Elsevier

Information Sciences

Volume 281, 10 October 2014, Pages 295-309
Information Sciences

Action recognition by spatio-temporal oriented energies

https://doi.org/10.1016/j.ins.2014.05.021Get rights and content

Abstract

In this paper, we present a unified representation based on the spatio-temporal steerable pyramid (STSP) for the holistic representation of human actions. A video sequence is viewed as a spatio-temporal volume preserving all the appearance and motion information of an action in it. By decomposing the spatio-temporal volumes into band-passed sub-volumes, the spatio-temporal Laplacian pyramid provides an effective technique for multi-scale analysis of video sequences, and spatio-temporal patterns with different scales could be well localized and captured. To efficiently explore the underlying local spatio-temporal orientation structures at multiple scales, a bank of three-dimensional separable steerable filters are conducted on each of the sub-volume from the Laplacian pyramid. The outputs of the quadrature pair of steerable filters are squared and summed to yield a more robust oriented energy representation. To be further invariant and compact, a spatio-temporal max pooling operation is performed between responses of the filtering at adjacent scales and over spatio-temporal neighbourhoods. In order to capture the appearance, local geometric structure and motion of an action, we apply the STSP on the intensity, 3D gradients and optical flow of video sequences, yielding a unified holistic representation of human actions.
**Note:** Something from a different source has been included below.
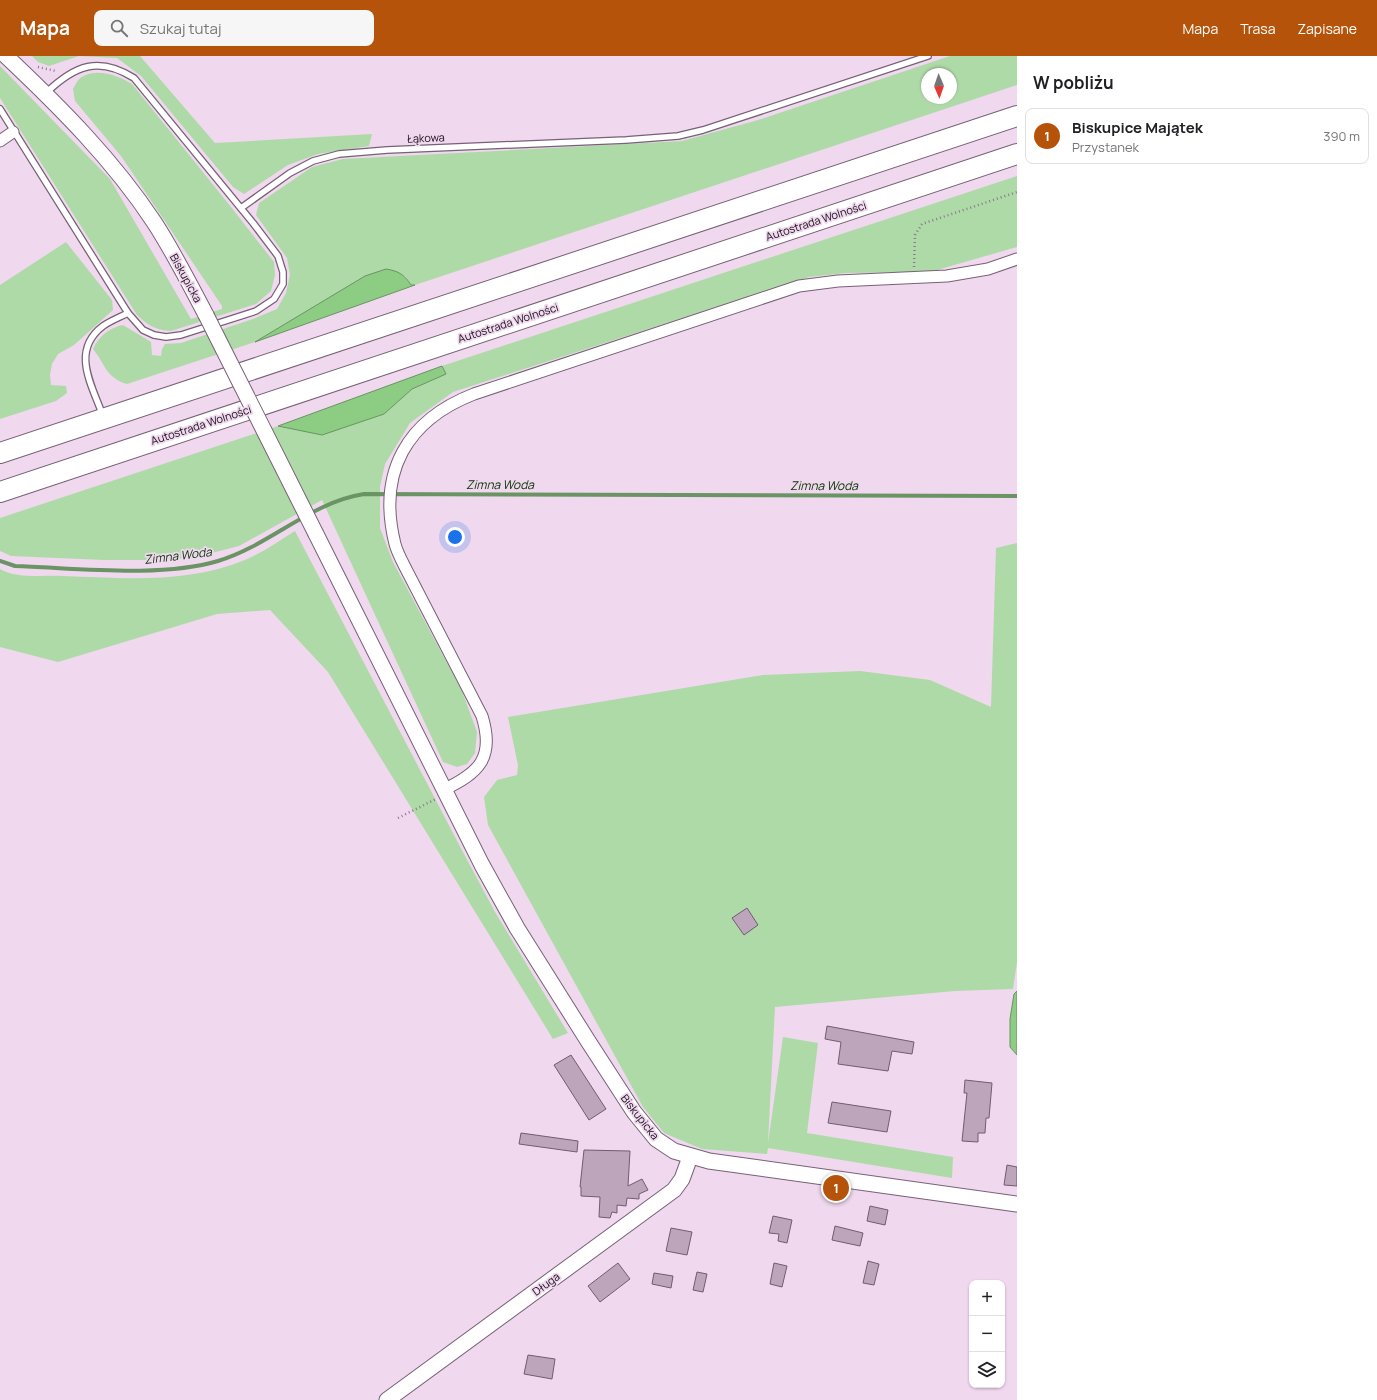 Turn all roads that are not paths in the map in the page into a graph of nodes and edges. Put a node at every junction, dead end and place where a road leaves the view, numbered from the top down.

Taking advantage of multi-scale, multi-orientation analysis and feature pooling, STSP produces a compact but informative and invariant representation of human actions. We conduct extensive experiments on the KTH, UCF Sports and HMDB51 datasets, which shows the unified STSP achieves comparable results with the state-of-the-art methods.

Introduction

Human action recognition [22], [2], [9] has been extensively researched in computer vision. Its potential applications can be found in many areas such as visual surveillance, video indexing/retrieval, sport event analysis and human computer interaction. However, action recognition is a challenging task mainly due to difficulties including large intra-class variations (i.e., the same action performed by different actors would differ significantly) and inter-class similarities (e.g., ‘running’ and ‘jogging’ appear rather similar). Existing action recognition systems are mainly focused on local and holistic representations.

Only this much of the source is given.